God of mercy and justice, do You see me?
For I am overlooked.
My skin and story don’t fit what they want to see or hear.
They try to make me fit into a mold of what a "good Christian" is
At the expense of the parts that make me who I am.
It’s not that this is unprecedented. They did this to my ancestors before me.
Starting with the Spanish priest who forcibly took his hand-servant
- my great great grandmother for himself.
And all this was done in Your name.
The raping and the pillaging to rid the savages of their ways.
They did it in Your name and told us that if we followed their Jesus
We too could be saved.
How could You let this happen?
How could You let the beauty of the people You called
“Pilipino” - or the “chosen and fine” ones be violated in this way?
Oh God, of mercy and justice do You see me?
Because until this day, it seems that the people who claim You
Still don’t see me for who I am.
We’re told that black lives don’t matter.
Because all lives matter in Your sight.
But when they say this, they speak for You
And continue to not see those who are overlooked.
Preferring that we look and think just like them.
But You see us right, God?
You see me in my brown skin, just as You see those in black skin.
And know that it is not about the color but what the color represents.
You see beneath the white out that has erased our particularities -
The white out that has been written over, so we act more like them
And less like us.
But You called us not to be more like them.
You called us to be more like You.
And You of all persons would know, right, God?
Your son, a Galilean Jew born in apparent wedlock
Under the oppression of Roman rule.
His story is like the story of my ancestors
And those who have grown up oppressed.
There is so much to relate to and find comfort in.
But this is not the story we hear.
The particularities of Your racial and ethnic make-up are erased
And in place are more generic, abstract notions of a Savior.
But we can relate to You.
A Savior who embraced and did not reject his cultural specificities.
A Messiah who in the midst of colonial oppression did not lose hope.
A Son who rejected did not grow bitter.
I know You are a God who sees.
Not in black and white,
But in full color - in spectrums beyond our own.
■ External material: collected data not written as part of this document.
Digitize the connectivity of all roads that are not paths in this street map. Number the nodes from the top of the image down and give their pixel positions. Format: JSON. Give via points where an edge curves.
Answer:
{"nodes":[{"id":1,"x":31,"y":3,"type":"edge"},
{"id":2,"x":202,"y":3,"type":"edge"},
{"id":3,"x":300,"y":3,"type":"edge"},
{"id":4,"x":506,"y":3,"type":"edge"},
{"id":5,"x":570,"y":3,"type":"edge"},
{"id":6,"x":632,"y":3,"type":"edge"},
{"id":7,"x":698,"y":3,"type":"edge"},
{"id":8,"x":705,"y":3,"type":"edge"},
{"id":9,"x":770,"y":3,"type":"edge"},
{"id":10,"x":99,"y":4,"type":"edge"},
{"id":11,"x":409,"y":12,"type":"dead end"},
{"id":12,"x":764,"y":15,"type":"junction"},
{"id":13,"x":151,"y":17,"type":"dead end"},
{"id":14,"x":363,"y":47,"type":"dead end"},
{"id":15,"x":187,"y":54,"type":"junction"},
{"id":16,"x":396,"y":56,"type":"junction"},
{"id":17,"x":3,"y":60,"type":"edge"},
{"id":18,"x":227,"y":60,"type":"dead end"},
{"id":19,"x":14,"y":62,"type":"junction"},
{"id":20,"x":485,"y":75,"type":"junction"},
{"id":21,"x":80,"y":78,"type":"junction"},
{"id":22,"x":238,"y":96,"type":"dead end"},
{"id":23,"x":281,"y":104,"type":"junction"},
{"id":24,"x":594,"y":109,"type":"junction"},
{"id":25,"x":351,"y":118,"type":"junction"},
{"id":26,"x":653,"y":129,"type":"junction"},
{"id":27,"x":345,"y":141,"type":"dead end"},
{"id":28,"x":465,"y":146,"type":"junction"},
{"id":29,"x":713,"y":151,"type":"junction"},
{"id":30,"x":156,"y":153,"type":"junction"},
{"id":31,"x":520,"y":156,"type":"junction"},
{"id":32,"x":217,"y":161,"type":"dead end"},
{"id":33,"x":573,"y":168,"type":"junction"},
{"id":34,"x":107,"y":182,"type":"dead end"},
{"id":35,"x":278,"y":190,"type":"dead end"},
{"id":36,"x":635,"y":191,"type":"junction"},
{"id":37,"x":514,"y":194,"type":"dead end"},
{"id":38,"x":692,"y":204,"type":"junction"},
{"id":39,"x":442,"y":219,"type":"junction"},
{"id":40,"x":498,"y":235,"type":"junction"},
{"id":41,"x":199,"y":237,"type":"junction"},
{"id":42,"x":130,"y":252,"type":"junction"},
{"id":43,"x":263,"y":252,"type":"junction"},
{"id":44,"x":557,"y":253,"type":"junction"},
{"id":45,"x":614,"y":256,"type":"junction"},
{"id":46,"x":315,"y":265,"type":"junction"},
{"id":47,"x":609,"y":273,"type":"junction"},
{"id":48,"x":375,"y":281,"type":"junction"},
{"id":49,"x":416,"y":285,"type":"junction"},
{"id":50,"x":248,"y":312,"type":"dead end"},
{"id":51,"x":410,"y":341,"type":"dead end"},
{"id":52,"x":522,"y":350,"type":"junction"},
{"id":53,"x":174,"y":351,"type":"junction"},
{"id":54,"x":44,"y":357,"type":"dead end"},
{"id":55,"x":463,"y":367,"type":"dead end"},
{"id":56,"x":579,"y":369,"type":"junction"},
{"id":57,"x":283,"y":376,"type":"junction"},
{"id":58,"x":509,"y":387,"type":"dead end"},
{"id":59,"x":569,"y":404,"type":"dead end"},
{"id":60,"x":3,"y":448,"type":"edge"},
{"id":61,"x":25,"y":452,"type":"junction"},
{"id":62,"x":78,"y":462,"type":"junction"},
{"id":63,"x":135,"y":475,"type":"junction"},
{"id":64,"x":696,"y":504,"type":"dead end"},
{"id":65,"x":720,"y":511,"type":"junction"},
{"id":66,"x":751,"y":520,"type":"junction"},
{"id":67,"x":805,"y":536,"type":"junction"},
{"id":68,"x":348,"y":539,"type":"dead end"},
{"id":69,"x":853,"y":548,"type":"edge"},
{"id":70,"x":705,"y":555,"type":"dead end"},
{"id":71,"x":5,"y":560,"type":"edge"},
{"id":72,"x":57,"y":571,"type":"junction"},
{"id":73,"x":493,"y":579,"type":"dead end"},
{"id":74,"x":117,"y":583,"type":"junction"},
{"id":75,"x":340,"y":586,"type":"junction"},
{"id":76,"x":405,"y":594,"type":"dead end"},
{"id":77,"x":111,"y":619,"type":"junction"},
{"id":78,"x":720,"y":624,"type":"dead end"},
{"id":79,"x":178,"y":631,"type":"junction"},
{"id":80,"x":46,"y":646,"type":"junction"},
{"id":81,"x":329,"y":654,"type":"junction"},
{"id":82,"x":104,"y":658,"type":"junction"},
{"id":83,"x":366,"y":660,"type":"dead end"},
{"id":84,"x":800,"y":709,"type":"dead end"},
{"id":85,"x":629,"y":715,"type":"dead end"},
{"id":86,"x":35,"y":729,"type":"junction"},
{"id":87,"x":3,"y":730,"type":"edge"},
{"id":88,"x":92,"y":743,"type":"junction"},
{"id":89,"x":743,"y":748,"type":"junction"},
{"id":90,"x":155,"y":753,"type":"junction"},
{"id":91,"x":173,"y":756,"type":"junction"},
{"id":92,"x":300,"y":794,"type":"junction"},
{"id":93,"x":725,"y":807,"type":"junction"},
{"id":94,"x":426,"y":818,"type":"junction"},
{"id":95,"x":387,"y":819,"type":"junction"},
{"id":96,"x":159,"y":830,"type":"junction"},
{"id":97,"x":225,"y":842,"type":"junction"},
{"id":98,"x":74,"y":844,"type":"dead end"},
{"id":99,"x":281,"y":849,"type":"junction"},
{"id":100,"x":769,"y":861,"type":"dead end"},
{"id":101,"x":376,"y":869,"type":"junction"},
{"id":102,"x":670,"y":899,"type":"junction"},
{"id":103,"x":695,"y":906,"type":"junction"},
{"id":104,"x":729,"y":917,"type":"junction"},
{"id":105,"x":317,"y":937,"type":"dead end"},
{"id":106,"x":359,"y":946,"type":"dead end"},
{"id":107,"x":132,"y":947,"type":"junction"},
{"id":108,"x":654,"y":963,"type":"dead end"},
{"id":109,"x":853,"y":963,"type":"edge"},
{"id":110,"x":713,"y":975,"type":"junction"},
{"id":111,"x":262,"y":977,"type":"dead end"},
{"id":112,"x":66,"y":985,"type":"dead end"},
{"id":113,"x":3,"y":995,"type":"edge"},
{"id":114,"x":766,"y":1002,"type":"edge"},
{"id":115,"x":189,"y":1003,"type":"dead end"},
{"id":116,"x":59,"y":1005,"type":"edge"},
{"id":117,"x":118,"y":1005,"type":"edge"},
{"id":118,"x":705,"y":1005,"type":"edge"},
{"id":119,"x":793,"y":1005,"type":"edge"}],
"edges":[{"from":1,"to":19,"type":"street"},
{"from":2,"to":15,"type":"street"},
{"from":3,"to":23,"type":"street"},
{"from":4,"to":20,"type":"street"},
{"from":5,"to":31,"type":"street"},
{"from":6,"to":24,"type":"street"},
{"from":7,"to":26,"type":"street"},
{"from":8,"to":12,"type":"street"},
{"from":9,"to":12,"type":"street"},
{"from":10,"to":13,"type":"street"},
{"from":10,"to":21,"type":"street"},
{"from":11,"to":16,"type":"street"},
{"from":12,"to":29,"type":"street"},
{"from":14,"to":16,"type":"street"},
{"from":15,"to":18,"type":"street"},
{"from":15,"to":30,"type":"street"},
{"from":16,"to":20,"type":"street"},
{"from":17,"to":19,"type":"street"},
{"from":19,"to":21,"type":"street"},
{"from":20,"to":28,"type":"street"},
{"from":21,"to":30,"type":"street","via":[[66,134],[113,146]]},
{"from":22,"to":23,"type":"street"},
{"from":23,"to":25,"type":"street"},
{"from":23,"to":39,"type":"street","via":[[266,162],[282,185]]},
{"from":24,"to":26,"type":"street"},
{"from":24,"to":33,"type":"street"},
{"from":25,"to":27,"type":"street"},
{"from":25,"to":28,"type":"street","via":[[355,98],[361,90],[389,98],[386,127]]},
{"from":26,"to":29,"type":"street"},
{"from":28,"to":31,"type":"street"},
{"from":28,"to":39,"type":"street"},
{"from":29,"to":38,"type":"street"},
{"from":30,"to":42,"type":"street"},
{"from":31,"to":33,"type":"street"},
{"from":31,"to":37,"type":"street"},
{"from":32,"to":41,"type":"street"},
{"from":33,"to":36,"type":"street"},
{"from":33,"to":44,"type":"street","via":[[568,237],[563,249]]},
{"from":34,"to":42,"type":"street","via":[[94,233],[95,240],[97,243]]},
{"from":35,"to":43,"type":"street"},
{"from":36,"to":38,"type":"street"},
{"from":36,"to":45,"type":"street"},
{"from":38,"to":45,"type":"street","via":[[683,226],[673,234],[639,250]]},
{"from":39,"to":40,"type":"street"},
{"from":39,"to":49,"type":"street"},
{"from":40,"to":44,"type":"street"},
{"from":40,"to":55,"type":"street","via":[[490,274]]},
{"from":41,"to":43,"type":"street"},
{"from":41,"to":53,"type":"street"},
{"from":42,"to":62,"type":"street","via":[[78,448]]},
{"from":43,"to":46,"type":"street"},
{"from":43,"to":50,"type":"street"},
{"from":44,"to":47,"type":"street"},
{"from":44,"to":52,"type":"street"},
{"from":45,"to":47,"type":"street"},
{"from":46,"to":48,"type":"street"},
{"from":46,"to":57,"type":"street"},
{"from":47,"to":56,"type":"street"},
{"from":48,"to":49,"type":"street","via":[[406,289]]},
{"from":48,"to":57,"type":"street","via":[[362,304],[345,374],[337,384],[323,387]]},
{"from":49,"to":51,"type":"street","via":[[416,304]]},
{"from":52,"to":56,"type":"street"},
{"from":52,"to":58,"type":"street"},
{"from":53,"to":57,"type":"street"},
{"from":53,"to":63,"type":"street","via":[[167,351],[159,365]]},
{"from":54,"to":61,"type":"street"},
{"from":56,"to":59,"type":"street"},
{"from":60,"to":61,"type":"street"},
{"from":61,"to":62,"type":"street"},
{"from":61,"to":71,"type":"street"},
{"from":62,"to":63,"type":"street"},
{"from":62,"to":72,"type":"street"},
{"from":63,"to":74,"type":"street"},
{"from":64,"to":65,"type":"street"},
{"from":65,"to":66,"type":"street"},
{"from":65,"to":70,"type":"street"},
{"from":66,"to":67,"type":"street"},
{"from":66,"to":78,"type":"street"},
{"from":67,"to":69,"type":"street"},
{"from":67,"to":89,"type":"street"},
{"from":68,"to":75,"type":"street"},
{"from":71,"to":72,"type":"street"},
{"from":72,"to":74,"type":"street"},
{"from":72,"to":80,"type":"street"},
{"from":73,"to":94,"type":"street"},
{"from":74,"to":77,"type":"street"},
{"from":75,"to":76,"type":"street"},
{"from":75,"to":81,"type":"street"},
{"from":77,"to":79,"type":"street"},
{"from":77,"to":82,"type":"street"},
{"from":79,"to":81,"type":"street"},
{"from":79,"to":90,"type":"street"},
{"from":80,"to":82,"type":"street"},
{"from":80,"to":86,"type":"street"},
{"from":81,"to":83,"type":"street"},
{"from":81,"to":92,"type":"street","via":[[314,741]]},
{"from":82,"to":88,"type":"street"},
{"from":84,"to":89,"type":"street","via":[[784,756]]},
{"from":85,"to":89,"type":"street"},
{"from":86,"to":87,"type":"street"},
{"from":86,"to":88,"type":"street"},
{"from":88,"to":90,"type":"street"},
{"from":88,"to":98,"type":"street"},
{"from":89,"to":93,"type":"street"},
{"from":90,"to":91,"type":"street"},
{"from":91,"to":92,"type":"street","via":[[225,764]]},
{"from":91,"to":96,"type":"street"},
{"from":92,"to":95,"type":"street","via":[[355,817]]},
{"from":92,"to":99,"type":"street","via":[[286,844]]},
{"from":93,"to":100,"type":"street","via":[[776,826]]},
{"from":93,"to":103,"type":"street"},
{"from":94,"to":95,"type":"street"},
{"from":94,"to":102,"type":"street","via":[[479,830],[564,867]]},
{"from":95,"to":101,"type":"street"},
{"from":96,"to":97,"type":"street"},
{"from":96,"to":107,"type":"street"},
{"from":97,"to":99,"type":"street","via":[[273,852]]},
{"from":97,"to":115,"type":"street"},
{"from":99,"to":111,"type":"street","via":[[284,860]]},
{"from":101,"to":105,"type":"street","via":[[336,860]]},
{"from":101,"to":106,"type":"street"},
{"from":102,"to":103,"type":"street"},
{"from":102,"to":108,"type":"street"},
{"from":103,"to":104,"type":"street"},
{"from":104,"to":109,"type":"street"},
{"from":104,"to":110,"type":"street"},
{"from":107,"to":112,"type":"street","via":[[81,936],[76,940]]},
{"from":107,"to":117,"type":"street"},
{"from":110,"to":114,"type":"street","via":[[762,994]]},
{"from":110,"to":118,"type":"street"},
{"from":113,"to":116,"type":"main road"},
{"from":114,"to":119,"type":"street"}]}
Because to You, intricacy matters.
Because to You, the details of what makes a sunrise beautiful
Is not in the simple-ness or generic-ness of color
But in the richness and ability to see multiple hues and tones.
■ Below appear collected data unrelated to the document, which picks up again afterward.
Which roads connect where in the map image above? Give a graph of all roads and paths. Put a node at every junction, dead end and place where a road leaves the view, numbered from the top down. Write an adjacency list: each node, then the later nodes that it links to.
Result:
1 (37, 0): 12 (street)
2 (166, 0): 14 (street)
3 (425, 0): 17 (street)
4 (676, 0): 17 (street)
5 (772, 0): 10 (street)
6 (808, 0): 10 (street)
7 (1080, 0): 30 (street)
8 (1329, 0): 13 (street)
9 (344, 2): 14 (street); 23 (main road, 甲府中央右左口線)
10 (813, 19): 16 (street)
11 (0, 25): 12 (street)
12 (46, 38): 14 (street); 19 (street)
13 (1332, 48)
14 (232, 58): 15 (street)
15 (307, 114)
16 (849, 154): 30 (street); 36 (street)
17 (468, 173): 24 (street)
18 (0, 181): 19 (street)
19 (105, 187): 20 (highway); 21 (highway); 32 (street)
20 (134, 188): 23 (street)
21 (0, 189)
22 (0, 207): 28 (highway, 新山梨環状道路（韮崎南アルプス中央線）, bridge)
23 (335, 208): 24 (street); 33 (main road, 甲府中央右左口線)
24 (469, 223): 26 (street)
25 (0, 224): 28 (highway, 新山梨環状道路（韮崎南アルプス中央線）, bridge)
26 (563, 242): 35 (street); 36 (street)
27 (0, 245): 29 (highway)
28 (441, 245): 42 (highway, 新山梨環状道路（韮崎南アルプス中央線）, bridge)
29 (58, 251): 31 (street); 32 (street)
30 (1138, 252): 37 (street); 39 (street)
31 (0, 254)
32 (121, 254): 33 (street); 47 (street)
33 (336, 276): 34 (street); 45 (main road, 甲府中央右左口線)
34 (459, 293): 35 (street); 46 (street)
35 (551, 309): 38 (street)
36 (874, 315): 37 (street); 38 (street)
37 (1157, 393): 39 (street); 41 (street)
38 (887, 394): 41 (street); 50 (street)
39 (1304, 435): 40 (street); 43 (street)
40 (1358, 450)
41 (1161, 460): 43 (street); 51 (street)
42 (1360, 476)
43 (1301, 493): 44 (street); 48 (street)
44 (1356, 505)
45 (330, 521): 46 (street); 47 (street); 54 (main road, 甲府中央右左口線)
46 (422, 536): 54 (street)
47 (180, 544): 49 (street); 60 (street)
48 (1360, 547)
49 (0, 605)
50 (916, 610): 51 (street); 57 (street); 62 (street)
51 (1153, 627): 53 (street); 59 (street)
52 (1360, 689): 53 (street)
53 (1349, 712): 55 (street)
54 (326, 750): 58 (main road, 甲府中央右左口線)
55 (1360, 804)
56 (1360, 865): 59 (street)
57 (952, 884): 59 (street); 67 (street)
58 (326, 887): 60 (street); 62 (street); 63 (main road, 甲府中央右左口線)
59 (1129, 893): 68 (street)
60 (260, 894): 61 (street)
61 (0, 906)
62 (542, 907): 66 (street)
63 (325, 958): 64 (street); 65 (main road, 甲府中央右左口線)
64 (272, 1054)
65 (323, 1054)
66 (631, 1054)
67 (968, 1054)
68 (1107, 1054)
So God, make us a church who sees
Not in color-blinded ignorance
But with richness and specificity
To see the hurt and pain that hides beneath the surface.
To know that color is just a metaphor to help us understand
That beauty cannot be defined singularly by one group of people
Unknowingly erasing the beauty of someone else’s.
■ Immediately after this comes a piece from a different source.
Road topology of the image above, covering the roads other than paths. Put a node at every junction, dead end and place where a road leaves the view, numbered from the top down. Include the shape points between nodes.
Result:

Help us see that when we fail to see color
We fail to know how to deeply love, just as You deeply love.
Help us to be a church who knows and responds to injustice
And is willing to give up privilege
For the sake sharing with one another -
In both pain and joy.
God, I know You are a God who sees.
You see me. You see us. You are not angry.
You are merciful and compassionate.
So I will be merciful and compassionate.
I will trust in Your ways.
I will walk in confidence knowing
That You are redeeming and restoring all things
And that the work of our hands in partnership with Yours
Is not in vain, but in movement towards Your promise.
The promise of the day, when we see like You –
Clearly - not dimly lit in a mirror. But seen and known -
Fully - just as we are fully seen and known.